Para que los EDIs permitan a las familias, y sobre todo a las mujeres, liberar parte de su tiempo para participar en el mercado de empleo, es necesario una extensa red de establecimientos que pueda cubrir la demanda, y que estos presten servicios en jornadas extendidas. Sabiendo que los EDIs tienen una doble función de mercantilizar la participación laboral femenina y de desfamiliarizar los cuidados (Staab y Gerhard, 2014, 1080), esto adquiere otro matiz en lo que respecta a EDIs informales orientados a los sectores más vulnerables.
La experiencia regional muestra que muchos de los programas de EDIs de carácter asistencial tienen como principal objetivo la contención afectiva, pedagógica, nutricional, y en materia de salud de los niños pequeños, por lo que podríamos considerarlos centrados en el interés superior del/a niño/a, y en base a este objetivo, los servicios que brindan tienen la particularidad de reforzar el ideal maternalista a través de servicios de jornada simple y de actividades que involucran la participación continua de las madres, cuestión que se puede encontrar explicitada en las normativas de estos programas alegando la importancia del “fortalecimiento familiar”. No obstante, muchos programas regionales también dan cuenta de la importancia de la participación laboral femenina como mecanismo para reducir desigualdades socioeconómicas, y orienta los servicios (duración de las jornadas y tipo de actividades) en función de la participación laboral de las madres, y como consecuencia los criterios de ingreso a estos establecimientos, contemplan la participación en el empleo o en el sistema educativo de las madres (Staab y Gerhard, 2010, 2014), por lo que podríamos considerarlos centrados en el interés superior del/a niño/a y en la igualdad de género.
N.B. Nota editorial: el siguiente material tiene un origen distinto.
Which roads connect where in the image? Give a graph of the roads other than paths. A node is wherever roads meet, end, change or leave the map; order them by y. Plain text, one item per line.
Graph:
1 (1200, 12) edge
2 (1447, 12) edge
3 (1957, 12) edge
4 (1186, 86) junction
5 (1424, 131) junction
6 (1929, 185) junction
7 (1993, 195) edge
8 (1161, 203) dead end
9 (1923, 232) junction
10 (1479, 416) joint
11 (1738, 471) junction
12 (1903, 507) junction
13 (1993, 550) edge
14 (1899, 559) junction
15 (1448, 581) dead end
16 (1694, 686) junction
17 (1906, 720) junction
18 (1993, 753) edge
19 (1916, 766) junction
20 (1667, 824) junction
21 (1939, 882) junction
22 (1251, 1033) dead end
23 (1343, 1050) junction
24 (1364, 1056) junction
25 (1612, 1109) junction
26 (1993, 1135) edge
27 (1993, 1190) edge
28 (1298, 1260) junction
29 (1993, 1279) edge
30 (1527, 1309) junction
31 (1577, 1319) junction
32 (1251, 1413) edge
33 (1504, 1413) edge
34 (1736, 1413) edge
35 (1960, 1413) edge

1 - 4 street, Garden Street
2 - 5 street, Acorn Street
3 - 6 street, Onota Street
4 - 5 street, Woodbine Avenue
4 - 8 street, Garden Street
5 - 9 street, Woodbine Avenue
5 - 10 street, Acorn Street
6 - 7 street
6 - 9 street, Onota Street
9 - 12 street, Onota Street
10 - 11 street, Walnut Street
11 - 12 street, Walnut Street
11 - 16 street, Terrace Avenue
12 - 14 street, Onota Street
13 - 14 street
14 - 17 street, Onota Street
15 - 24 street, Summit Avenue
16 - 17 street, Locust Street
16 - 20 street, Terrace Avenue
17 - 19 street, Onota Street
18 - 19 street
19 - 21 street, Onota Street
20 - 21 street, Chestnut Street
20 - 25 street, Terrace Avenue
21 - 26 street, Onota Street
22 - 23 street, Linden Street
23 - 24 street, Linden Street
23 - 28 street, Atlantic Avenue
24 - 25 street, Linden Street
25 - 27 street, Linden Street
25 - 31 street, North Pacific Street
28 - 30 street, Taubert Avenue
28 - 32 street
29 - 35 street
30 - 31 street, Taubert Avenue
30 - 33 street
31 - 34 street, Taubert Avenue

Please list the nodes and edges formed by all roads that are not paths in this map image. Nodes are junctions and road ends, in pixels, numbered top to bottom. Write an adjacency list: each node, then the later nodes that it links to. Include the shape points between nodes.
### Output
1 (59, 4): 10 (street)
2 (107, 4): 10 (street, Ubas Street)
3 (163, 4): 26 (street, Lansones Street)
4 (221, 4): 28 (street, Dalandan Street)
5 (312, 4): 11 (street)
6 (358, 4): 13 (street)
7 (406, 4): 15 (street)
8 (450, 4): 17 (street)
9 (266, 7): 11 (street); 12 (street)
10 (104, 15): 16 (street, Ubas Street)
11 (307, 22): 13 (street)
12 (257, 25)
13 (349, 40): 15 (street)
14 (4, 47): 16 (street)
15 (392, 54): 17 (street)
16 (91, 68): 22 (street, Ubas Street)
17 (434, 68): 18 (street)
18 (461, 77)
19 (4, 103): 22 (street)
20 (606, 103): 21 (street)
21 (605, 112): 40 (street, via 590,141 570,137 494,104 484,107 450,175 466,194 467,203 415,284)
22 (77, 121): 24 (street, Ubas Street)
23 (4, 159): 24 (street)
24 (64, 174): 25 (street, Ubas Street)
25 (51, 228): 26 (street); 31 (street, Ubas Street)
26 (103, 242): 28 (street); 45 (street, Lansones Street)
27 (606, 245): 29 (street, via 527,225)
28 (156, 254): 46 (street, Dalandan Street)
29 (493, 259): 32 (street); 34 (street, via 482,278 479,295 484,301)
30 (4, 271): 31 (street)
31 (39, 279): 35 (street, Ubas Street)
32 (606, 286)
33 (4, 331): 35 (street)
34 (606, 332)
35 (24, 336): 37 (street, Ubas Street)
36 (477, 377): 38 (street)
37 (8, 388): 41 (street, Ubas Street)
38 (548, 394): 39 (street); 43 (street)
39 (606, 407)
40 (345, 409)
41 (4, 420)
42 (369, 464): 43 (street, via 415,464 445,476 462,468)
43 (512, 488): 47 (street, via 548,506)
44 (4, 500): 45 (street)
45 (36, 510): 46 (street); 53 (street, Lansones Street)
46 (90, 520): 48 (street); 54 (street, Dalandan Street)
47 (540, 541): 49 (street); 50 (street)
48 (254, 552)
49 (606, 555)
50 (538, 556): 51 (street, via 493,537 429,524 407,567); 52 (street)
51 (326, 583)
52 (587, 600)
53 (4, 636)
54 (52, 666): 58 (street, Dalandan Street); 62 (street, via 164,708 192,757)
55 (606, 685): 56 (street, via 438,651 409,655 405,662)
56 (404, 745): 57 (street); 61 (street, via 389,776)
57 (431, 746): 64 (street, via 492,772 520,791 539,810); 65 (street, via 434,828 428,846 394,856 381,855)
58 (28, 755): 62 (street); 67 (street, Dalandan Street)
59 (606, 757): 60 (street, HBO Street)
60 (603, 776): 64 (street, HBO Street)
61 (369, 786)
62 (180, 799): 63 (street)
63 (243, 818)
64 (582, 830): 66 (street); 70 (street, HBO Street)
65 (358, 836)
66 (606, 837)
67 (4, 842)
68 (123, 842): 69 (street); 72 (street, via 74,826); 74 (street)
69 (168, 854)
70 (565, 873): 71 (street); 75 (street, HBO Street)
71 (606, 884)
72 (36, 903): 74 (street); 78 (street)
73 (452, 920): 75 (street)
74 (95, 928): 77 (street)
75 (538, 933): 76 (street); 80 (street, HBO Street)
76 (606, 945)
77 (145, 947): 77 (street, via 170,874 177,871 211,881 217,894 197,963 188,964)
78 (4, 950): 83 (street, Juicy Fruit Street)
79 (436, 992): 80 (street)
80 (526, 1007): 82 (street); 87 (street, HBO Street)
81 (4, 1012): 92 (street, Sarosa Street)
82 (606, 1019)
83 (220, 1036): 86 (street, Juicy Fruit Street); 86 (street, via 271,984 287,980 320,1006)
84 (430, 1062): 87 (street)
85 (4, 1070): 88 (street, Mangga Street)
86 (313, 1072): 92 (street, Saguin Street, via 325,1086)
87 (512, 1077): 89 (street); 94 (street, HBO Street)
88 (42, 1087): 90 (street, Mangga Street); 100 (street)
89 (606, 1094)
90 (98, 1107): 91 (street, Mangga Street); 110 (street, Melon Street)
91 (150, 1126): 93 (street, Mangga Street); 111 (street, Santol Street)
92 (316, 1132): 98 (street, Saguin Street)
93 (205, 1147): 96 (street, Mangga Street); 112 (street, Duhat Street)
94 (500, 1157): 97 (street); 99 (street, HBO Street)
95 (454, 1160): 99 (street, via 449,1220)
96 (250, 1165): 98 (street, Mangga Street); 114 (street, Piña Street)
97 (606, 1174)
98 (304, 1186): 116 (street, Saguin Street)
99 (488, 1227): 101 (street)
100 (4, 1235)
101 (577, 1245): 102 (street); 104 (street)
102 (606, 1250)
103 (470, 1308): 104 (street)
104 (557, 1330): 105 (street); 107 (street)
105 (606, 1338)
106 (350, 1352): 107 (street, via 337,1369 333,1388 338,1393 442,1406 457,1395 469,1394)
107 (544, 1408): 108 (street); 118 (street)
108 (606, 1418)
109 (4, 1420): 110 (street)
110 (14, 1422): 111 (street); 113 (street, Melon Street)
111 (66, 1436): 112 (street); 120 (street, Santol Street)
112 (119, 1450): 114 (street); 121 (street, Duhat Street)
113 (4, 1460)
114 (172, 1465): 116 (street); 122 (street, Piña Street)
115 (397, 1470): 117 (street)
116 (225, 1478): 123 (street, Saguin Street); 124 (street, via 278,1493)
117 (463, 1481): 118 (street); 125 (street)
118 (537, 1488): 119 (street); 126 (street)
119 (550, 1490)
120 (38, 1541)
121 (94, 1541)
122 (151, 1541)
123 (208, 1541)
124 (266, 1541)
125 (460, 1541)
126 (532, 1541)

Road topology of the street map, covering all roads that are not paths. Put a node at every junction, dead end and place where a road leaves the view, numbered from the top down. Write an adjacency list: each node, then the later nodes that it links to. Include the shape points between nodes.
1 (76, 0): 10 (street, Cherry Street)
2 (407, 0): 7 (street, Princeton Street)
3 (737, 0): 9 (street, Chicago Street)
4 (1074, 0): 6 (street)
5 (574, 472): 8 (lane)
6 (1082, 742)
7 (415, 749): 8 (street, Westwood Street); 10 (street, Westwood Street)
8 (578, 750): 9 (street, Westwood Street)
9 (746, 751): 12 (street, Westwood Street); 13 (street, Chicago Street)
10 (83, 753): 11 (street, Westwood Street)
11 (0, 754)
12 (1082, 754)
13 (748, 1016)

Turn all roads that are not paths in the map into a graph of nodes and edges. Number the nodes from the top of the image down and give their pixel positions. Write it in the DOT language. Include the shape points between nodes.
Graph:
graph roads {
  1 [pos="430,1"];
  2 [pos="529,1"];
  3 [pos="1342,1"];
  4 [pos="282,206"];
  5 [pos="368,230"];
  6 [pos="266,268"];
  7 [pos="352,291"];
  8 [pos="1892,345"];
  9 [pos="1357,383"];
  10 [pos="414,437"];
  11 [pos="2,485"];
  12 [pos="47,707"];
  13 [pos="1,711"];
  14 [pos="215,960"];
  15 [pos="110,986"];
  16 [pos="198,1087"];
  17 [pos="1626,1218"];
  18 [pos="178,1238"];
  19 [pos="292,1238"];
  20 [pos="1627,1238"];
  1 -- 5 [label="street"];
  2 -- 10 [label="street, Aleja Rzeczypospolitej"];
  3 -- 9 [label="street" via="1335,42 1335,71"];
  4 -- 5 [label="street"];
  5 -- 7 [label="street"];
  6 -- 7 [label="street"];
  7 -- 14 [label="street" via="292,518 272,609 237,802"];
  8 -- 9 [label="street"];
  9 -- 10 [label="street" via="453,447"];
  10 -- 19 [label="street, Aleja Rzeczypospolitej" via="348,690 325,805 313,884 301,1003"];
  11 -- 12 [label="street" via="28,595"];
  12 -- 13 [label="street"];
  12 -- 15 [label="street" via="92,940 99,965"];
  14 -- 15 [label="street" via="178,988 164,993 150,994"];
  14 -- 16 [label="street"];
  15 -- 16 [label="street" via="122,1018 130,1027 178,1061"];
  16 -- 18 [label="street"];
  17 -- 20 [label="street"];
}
A continuación, en la tabla 5 se presentan las principales características de los EDIs que permiten catalogar sus prestaciones como maternalistas o corresponsables.
Tabla 5: Establecimientos de desarrollo infantil
| EDI | Maternalista | Corresponsable | |
| Formal (educativos) | Edad de ingreso | 4 años | 3 años |
| Tipo de jornada | Simple | Opción pública de jornada simple y extendida | |
| Participación familiar | Explicitada en documentos del programa | No se explicita en documentos del programa | |
| Informal (asistenciales) | Edad de ingreso | 2 años | Antes del año |
| Tipo de jornada | Simple | Opción de jornada simple y extendida | |
| Criterio de entrada | Niños en situación de vulnerabilidad social | Niños en situación de vulnerabilidad social y/o hijos de mujeres en programas de capacitación, sistema educativo y trabajadoras. | |
| Participación familiar | Explicitada en documentos del programa | No se explicita en documentos del programa | |
| Empresas | Regulación para la implementación de EDIs o subsidios | No existe la regulación o en caso de existir es únicamente para empleadas mujeres | Para todos los empleados sin importar género |
Fuente: Marzonetto (2019).
3.3. Dinero para cuidar: transferencias monetarias a familias con niños
La importancia del dinero está estrechamente relacionada con las desigualdades de ingresos que afectan a las posibilidades de crianza. En numerosos estudios se ha evidenciado que las diferencias de ingresos entre las familias condicionan las oportunidades de sus hijos debido a las limitadas opciones educativas y recreativas que se les presentan, y por sobre todo, en materia de prestaciones de salud, acceso a vivienda digna y a una alimentación nutritiva y variada (Esping-Andersen, 2010; Esping-Andersen y Palier, 2011; Marzonetto, 2015; Morel, Palier y Palme, 2012; Repetto et al., 2016). Frente a este escenario, las transferencias monetarias a las familias se convierten en una herramienta fundamental para combatir las desigualdades socioeconómicas desde el inicio de la vida.
En la experiencia regional, las transferencias monetarias a las familias con niños se dividen en dos tipos distintos: las asignaciones familiares contributivas y las no contributivas. La principal diferencia radica en que las primeras son las que perciben los trabajadores del sector asalariado formal, mientras que las segundas son las que perciben las familias en situación de vulnerabilidad social (entre los que se incluyen desocupados, pensionados, trabajadores del sector informal).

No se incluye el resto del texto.